### Problem:
Search the listing for the string "Julio" and copy every line that contains it.

══════

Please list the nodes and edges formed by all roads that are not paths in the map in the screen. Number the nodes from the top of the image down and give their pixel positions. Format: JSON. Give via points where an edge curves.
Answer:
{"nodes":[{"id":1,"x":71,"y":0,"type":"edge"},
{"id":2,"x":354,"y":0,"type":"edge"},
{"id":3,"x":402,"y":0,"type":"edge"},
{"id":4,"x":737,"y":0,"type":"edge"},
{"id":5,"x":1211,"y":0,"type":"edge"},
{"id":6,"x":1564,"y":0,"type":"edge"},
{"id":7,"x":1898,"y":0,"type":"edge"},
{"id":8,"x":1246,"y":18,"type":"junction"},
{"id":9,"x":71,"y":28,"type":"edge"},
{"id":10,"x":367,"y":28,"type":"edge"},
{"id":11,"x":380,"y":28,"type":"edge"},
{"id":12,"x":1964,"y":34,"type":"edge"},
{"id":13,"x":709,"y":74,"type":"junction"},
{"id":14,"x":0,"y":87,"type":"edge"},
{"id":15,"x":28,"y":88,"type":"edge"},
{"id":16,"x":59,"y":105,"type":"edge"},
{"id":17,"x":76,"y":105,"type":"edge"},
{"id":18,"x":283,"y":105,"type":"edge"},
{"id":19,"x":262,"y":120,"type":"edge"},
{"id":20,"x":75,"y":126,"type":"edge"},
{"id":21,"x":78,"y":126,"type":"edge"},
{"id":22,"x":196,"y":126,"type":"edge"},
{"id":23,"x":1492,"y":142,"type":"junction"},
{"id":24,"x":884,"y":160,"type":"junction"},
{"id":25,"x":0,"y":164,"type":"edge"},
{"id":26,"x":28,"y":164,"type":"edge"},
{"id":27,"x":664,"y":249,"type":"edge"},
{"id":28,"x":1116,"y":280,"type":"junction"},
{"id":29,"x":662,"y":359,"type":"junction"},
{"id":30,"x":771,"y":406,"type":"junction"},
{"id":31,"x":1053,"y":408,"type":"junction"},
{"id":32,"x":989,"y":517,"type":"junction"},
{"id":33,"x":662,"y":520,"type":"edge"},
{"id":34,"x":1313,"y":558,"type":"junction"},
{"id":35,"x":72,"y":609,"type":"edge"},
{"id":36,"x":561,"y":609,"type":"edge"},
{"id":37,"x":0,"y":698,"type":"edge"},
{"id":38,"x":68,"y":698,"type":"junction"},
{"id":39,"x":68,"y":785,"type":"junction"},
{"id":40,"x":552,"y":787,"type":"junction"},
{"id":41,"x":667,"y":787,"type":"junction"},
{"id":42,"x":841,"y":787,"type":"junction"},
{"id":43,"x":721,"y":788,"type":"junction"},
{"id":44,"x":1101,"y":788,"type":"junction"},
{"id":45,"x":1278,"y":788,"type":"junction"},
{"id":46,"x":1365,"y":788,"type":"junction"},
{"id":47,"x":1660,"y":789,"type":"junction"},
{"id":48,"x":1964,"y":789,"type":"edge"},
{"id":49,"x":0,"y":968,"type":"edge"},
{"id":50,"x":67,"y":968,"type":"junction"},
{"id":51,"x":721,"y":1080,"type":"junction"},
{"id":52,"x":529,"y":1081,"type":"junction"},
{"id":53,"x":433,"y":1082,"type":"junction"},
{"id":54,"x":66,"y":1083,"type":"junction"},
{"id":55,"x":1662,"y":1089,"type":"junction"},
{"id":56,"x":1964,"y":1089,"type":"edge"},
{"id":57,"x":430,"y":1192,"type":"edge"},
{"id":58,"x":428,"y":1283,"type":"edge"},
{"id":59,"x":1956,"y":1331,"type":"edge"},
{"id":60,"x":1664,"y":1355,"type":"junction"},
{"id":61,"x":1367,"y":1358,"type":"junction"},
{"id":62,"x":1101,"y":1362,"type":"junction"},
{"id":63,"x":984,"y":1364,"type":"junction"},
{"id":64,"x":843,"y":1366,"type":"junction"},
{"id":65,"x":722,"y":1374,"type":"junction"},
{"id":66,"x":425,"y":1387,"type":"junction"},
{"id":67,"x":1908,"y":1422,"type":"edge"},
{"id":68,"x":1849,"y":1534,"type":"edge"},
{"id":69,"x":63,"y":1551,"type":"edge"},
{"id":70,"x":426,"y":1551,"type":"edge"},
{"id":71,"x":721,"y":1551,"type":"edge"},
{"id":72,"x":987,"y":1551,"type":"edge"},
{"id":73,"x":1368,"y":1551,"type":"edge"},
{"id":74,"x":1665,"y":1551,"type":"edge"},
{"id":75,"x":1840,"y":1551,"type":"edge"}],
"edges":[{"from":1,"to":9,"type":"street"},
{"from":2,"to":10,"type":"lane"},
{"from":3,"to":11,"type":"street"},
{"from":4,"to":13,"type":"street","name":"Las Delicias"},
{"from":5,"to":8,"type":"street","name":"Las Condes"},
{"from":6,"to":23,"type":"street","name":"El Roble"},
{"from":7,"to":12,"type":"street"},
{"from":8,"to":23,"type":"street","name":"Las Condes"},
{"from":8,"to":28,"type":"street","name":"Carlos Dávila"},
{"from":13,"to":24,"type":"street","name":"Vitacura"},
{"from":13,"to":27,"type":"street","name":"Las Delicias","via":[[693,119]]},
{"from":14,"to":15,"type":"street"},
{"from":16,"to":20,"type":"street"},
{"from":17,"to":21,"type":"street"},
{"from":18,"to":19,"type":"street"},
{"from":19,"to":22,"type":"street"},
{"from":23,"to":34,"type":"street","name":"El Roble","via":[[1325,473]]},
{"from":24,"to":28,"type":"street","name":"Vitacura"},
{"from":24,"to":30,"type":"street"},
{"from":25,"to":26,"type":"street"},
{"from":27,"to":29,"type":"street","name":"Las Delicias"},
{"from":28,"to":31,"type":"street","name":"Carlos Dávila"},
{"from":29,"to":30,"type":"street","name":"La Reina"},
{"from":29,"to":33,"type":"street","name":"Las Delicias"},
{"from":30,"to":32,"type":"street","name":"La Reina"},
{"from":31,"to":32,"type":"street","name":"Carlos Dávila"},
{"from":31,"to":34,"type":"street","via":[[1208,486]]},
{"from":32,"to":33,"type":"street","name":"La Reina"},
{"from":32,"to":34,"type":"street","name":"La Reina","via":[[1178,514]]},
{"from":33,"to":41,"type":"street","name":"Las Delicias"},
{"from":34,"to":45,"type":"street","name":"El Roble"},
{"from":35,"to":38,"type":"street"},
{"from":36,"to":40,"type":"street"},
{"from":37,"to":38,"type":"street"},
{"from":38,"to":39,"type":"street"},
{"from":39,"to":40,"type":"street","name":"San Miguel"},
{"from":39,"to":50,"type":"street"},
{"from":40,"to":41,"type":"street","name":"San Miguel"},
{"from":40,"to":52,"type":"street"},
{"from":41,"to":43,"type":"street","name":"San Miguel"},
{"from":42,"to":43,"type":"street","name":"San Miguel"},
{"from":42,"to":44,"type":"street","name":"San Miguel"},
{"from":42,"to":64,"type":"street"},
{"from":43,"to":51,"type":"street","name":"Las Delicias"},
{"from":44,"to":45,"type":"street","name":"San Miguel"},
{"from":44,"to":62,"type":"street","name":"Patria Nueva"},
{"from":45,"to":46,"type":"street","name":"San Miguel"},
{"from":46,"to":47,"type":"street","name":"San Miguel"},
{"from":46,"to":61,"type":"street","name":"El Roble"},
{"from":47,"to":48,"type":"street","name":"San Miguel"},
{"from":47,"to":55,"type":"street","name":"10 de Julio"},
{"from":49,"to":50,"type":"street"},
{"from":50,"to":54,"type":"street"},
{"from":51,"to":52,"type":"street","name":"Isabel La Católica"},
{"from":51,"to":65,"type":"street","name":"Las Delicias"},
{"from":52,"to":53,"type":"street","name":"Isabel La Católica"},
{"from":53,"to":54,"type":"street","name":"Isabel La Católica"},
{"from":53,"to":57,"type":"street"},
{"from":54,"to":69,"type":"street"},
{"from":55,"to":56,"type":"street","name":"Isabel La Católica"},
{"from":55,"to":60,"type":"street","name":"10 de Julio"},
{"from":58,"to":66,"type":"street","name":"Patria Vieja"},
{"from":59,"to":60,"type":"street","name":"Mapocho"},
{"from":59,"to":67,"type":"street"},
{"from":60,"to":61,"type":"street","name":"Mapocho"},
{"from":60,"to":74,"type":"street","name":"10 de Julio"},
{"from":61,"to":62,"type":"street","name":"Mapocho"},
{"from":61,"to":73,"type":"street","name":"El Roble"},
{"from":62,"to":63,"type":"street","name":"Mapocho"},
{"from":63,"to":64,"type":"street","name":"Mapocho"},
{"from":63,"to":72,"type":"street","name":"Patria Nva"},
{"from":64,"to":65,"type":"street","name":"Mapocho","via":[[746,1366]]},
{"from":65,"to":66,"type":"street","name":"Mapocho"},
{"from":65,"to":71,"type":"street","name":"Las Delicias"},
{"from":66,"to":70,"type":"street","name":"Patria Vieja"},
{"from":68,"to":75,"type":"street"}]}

══════

### Result:
{"from":47,"to":55,"type":"street","name":"10 de Julio"},
{"from":55,"to":60,"type":"street","name":"10 de Julio"},
{"from":60,"to":74,"type":"street","name":"10 de Julio"},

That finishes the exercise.